Data for the task Block Start

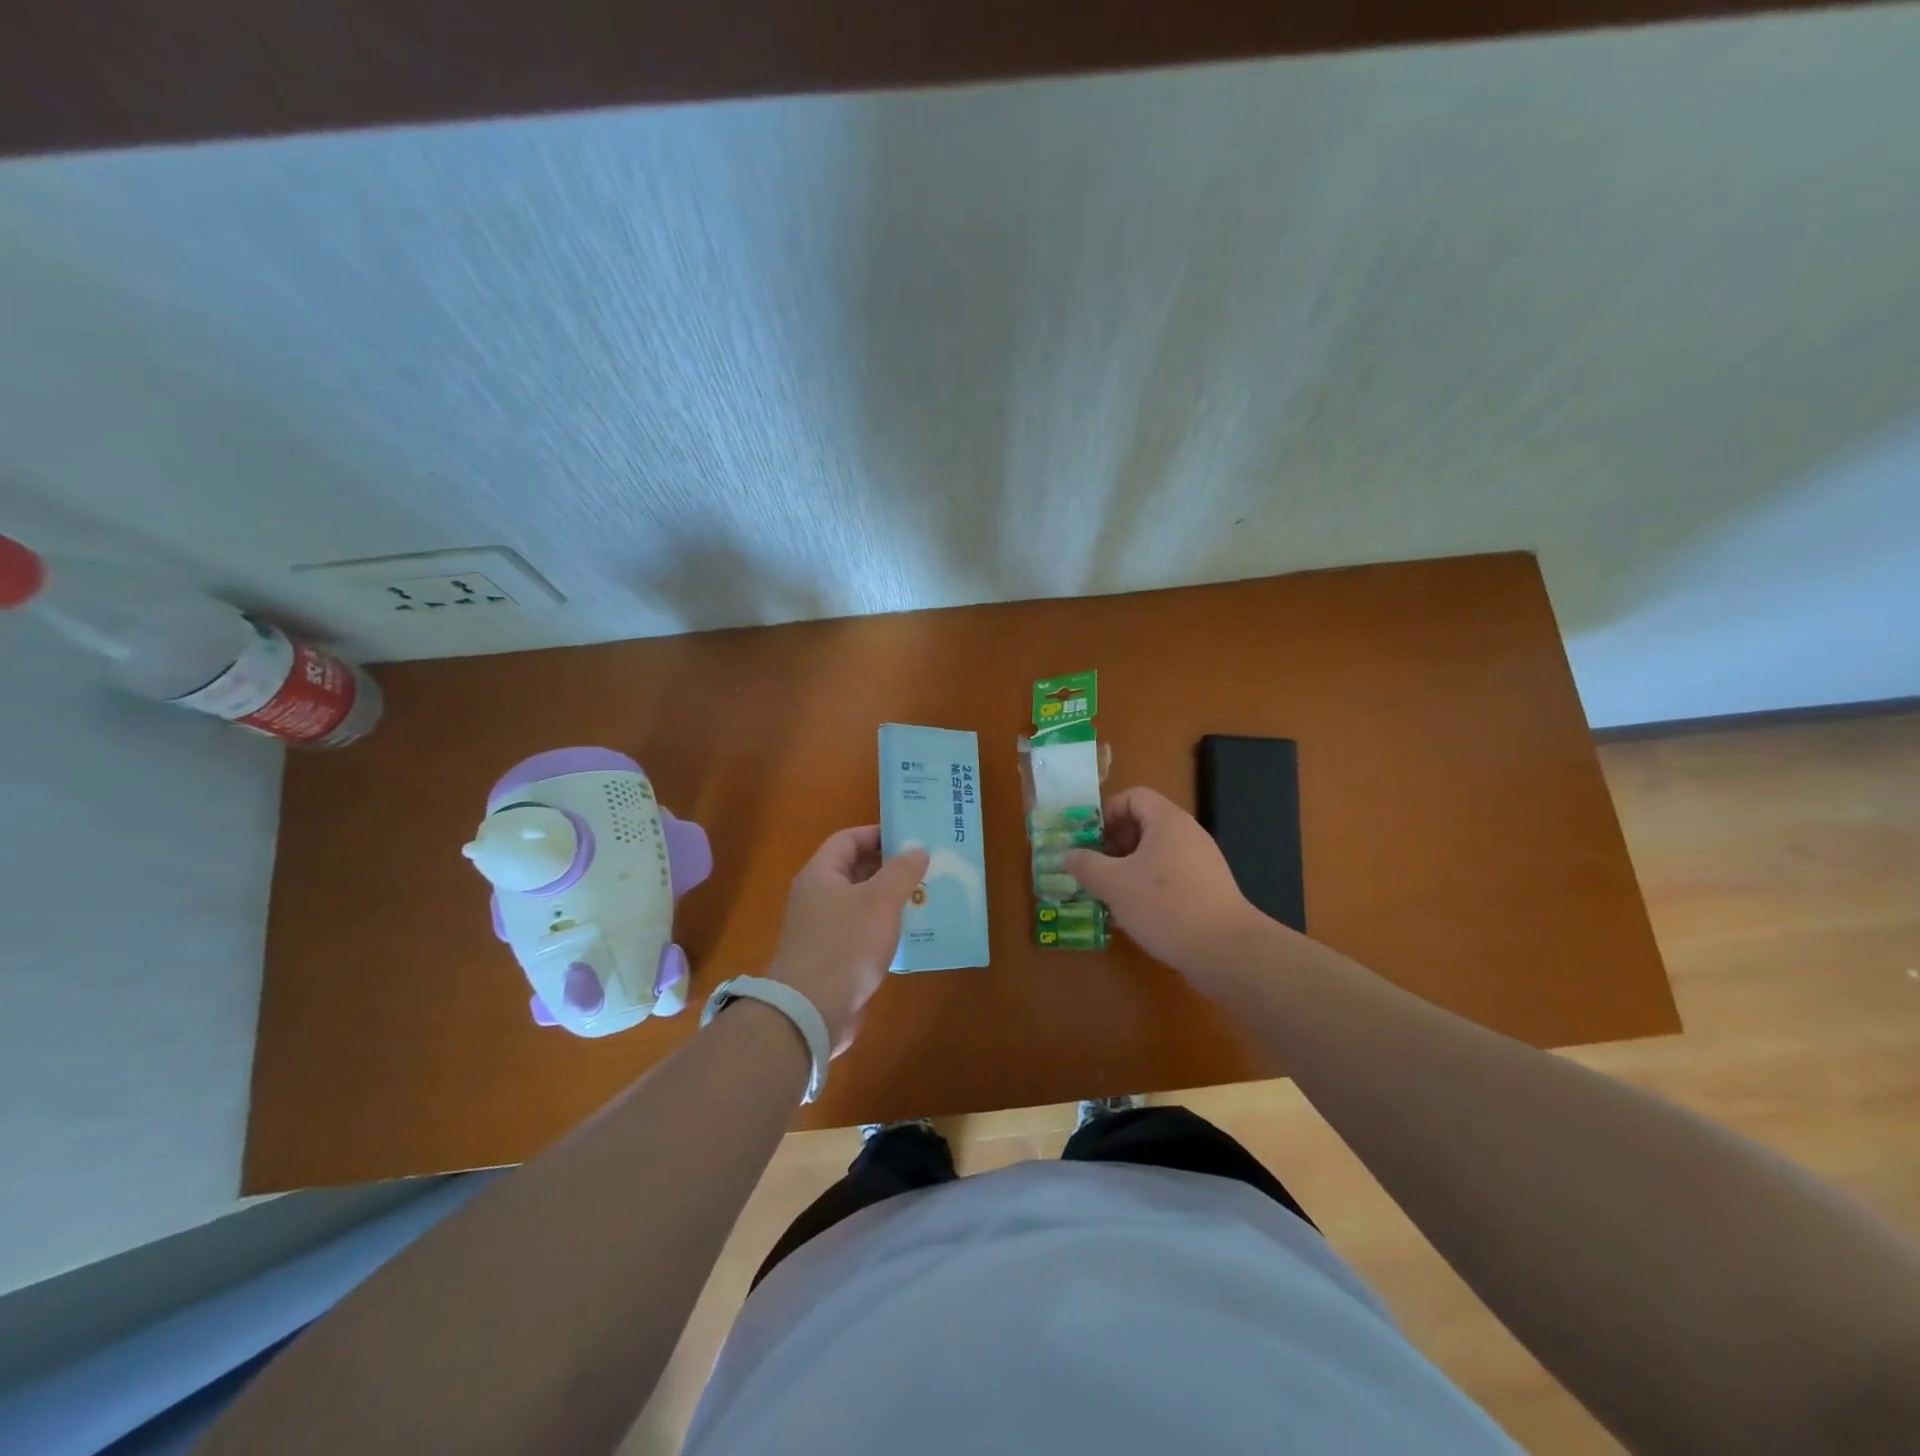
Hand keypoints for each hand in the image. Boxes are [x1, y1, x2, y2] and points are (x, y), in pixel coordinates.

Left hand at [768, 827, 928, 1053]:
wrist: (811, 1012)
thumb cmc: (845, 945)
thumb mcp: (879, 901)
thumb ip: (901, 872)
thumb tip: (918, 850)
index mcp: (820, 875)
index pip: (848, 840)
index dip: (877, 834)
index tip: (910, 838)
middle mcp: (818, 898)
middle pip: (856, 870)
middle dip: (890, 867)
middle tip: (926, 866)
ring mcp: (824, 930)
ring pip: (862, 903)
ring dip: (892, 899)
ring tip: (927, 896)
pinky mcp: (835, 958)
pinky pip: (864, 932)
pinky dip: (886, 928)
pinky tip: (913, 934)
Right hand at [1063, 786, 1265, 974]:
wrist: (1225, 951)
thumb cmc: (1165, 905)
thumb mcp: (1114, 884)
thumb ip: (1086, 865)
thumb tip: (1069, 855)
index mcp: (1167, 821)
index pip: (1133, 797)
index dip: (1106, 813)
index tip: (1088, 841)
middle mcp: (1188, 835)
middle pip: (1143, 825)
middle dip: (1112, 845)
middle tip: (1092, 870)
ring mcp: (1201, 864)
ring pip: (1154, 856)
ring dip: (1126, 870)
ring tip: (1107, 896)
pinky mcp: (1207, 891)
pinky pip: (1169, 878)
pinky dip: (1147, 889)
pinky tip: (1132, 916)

Data for the task Block End
Data for the task Block Start

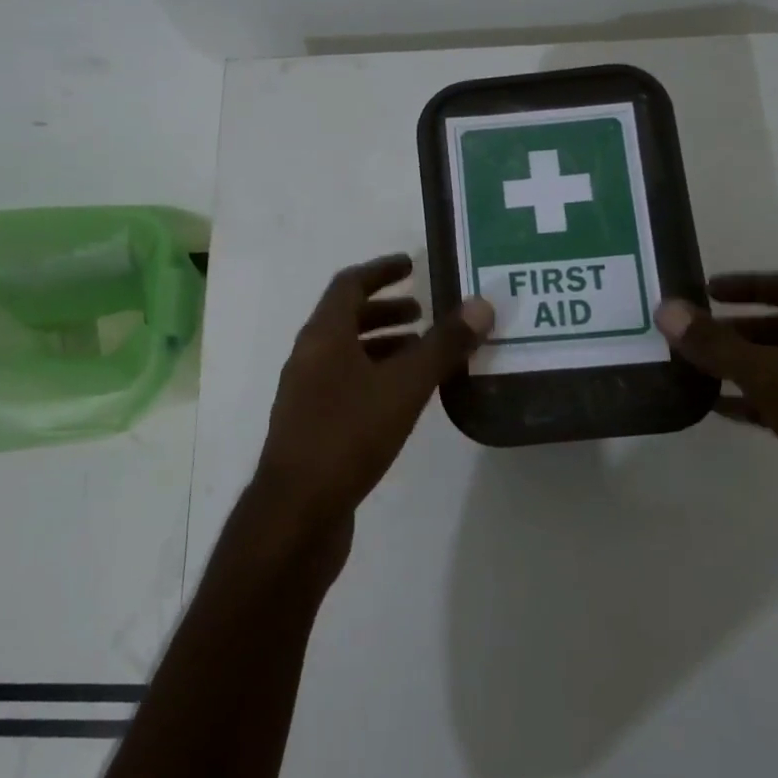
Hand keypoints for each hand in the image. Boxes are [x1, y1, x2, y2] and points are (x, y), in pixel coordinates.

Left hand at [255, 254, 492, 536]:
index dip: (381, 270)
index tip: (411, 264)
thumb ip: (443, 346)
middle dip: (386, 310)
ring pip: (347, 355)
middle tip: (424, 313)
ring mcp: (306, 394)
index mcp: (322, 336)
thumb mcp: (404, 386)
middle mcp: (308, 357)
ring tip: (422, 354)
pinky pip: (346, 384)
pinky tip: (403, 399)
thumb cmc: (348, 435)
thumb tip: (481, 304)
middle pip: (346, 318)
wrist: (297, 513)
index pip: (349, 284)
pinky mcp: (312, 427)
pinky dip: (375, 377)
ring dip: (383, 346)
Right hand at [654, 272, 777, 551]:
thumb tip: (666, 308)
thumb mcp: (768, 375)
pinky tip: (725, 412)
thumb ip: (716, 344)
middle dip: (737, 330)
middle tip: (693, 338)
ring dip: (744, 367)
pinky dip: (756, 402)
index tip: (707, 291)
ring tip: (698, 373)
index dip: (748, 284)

Data for the task Block End

> Task goal: Whenever the word "hand" appears in a line above, copy that line.

> Response to this task:
Hand keypoints for each hand in the image. Boxes are [x1, y1, x2, y2] and points are (x, y), in pixel coordinates.
Left hand at [768, 827, 928, 1053]:
Right hand at [1063, 786, 1265, 974]:
Hand keypoints for each hand in the image. Boxes are [x1, y1, x2, y2] and points are (x, y), in pixel coordinates.
Left hand at [255, 254, 492, 536]:
Right hand at [654, 272, 777, 551]:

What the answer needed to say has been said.